What you have to do: Any images in the material are to be dropped while every line is retyped exactly.
* * * * * * * * *
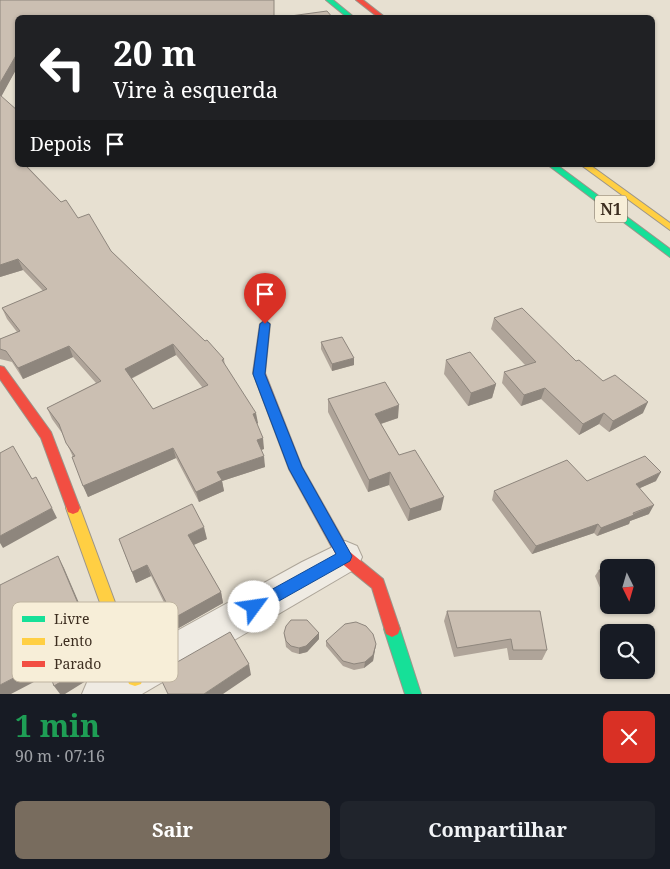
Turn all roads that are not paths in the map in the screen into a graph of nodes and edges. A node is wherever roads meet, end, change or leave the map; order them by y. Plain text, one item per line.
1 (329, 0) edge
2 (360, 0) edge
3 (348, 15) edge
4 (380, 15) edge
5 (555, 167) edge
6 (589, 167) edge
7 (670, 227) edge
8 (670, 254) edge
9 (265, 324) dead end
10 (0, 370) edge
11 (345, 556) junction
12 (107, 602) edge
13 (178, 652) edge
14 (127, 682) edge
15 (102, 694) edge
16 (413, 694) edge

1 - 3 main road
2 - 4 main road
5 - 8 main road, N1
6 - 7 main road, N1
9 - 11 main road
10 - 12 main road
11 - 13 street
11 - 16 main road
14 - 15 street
* * * * * * * * *
Your response:
Turn all roads that are not paths in the map in the screen into a graph of nodes and edges. A node is wherever roads meet, end, change or leave the map; order them by y. Plain text, one item per line.
1 (329, 0) edge
2 (360, 0) edge
3 (348, 15) edge
4 (380, 15) edge
5 (555, 167) edge
6 (589, 167) edge
7 (670, 227) edge
8 (670, 254) edge
9 (265, 324) dead end
10 (0, 370) edge
11 (345, 556) junction
12 (107, 602) edge
13 (178, 652) edge
14 (127, 682) edge
15 (102, 694) edge
16 (413, 694) edge

1 - 3 main road
2 - 4 main road
5 - 8 main road, N1
6 - 7 main road, N1
9 - 11 main road
10 - 12 main road
11 - 13 street
11 - 16 main road
14 - 15 street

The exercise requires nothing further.